(Saved data entries)
═══
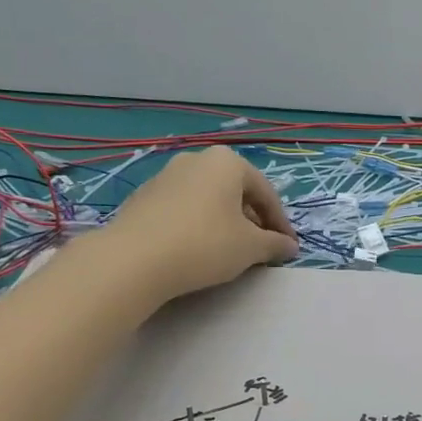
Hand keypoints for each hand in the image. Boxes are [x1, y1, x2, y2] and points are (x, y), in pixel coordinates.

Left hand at [96, 148, 298, 300]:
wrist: (132, 260)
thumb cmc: (205, 244)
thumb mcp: (251, 247)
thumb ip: (275, 244)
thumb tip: (289, 247)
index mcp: (227, 162)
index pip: (266, 193)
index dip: (281, 223)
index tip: (287, 248)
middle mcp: (196, 160)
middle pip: (236, 192)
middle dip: (252, 220)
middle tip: (261, 248)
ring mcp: (165, 176)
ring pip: (208, 199)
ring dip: (225, 222)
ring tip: (230, 251)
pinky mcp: (143, 197)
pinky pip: (183, 208)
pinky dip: (198, 225)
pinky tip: (198, 250)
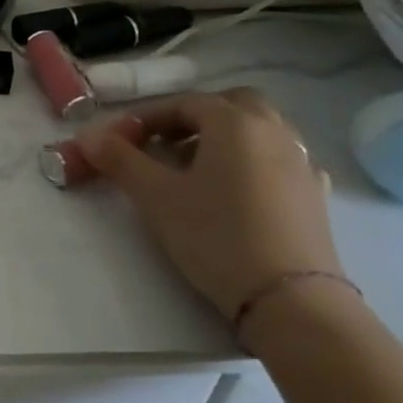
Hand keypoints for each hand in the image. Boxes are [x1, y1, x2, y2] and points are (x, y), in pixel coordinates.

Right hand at [79, 88, 341, 321]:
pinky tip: (237, 190)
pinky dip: (254, 161)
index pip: (184, 103)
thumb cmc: (216, 236)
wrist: (290, 299)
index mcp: (235, 123)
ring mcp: (301, 163)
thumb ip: (120, 160)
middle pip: (231, 104)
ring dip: (225, 137)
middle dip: (194, 117)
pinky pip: (279, 159)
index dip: (147, 116)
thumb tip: (88, 136)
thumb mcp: (156, 197)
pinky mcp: (315, 195)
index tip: (121, 139)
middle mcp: (274, 132)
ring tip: (196, 169)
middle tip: (164, 144)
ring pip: (260, 130)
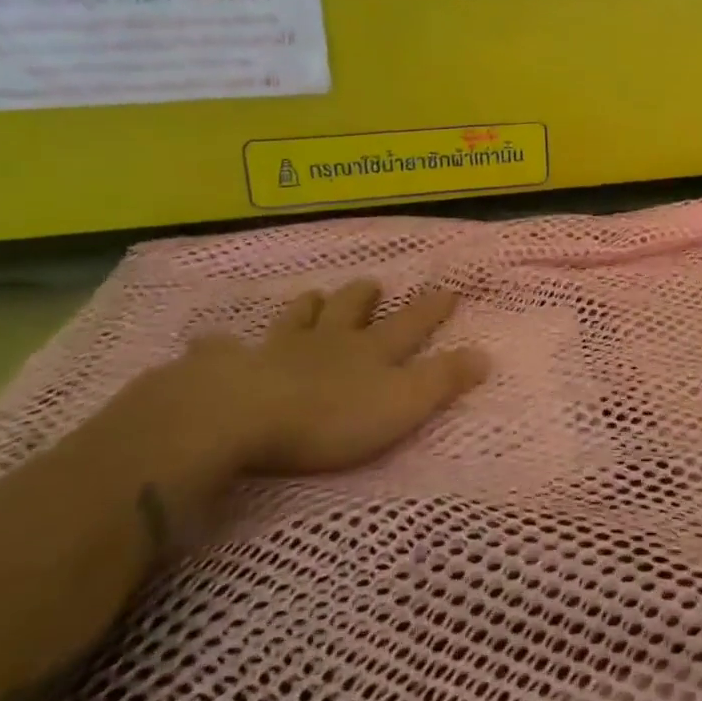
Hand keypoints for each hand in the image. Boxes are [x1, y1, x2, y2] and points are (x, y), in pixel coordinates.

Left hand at [136, 280, 489, 482]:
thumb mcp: (403, 403)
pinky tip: (214, 342)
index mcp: (369, 351)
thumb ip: (444, 380)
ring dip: (307, 307)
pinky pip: (222, 350)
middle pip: (348, 311)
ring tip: (312, 296)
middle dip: (363, 297)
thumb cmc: (330, 417)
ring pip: (295, 320)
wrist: (239, 417)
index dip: (431, 307)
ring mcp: (274, 351)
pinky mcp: (225, 369)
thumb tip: (487, 355)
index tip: (448, 289)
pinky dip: (222, 345)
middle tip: (371, 283)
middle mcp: (326, 342)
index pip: (410, 324)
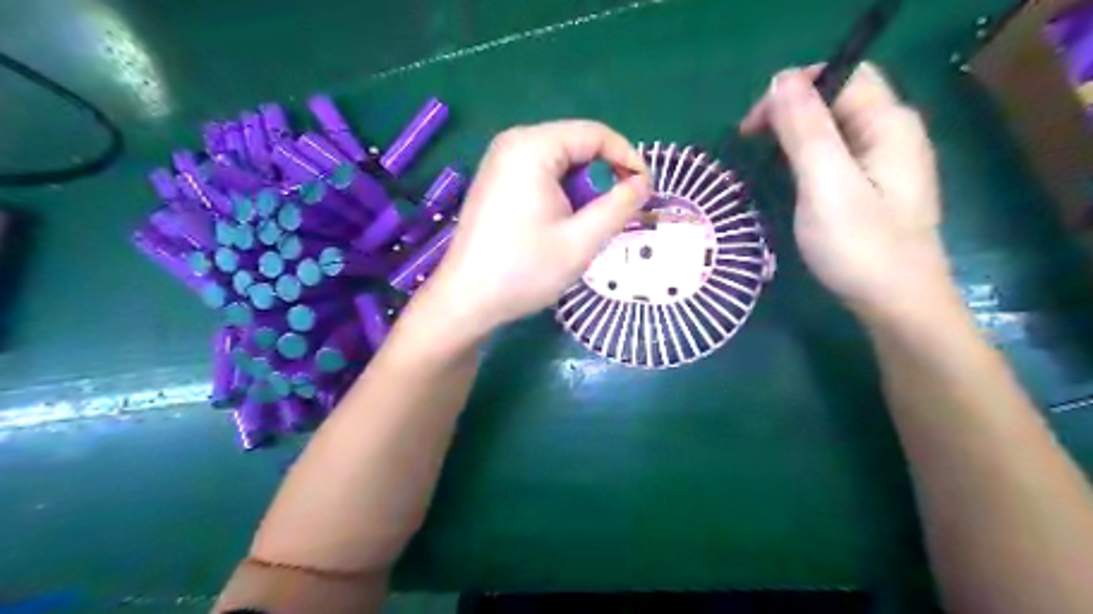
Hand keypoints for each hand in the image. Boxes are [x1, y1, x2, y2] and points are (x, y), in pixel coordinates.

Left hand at [425, 116, 647, 335]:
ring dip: (583, 189)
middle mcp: (514, 143)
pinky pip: (542, 174)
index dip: (628, 159)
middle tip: (615, 215)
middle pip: (577, 145)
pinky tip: (561, 224)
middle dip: (603, 177)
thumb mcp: (582, 240)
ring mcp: (501, 161)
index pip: (596, 134)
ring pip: (561, 162)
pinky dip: (562, 194)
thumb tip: (643, 184)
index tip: (646, 192)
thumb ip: (619, 206)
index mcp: (533, 147)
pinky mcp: (496, 181)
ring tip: (586, 226)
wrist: (467, 300)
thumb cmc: (524, 270)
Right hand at [739, 62, 953, 319]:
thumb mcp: (826, 185)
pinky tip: (790, 176)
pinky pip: (836, 151)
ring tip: (763, 159)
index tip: (753, 126)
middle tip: (752, 142)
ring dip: (795, 133)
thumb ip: (806, 131)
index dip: (793, 89)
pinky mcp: (874, 185)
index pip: (840, 75)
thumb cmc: (860, 247)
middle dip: (790, 110)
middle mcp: (892, 132)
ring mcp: (885, 160)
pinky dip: (806, 155)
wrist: (897, 305)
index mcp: (888, 124)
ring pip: (834, 126)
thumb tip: (781, 80)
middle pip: (837, 96)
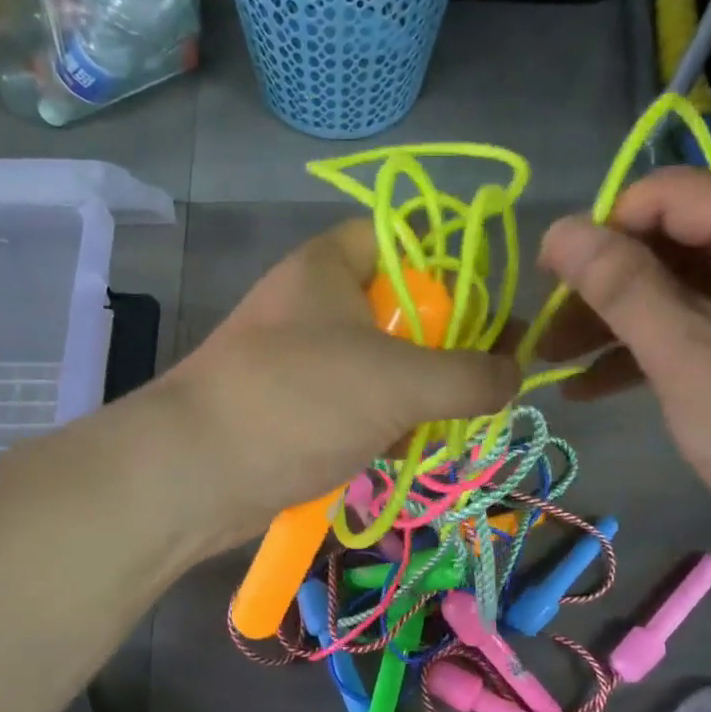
═══
### Exercise aim
With the line holding "middle dip: (603, 177)" as the first and the line holding "thumb cmc: (524, 270)" as the last, set down that range of the entries above exactly, and nothing else.

### Reply to the exercise
middle dip: (603, 177)
thumb mcp: (582, 240)
ring mcp: (501, 161)
index pip: (596, 134)
ring pip: (561, 162)
pinky dip: (562, 194)
thumb tip: (643, 184)
index tip: (646, 192)
thumb ip: (619, 206)
index mcp: (533, 147)
pinky mcp: (496, 181)
ring tip: (586, 226)
wrist: (467, 300)
thumb cmc: (524, 270)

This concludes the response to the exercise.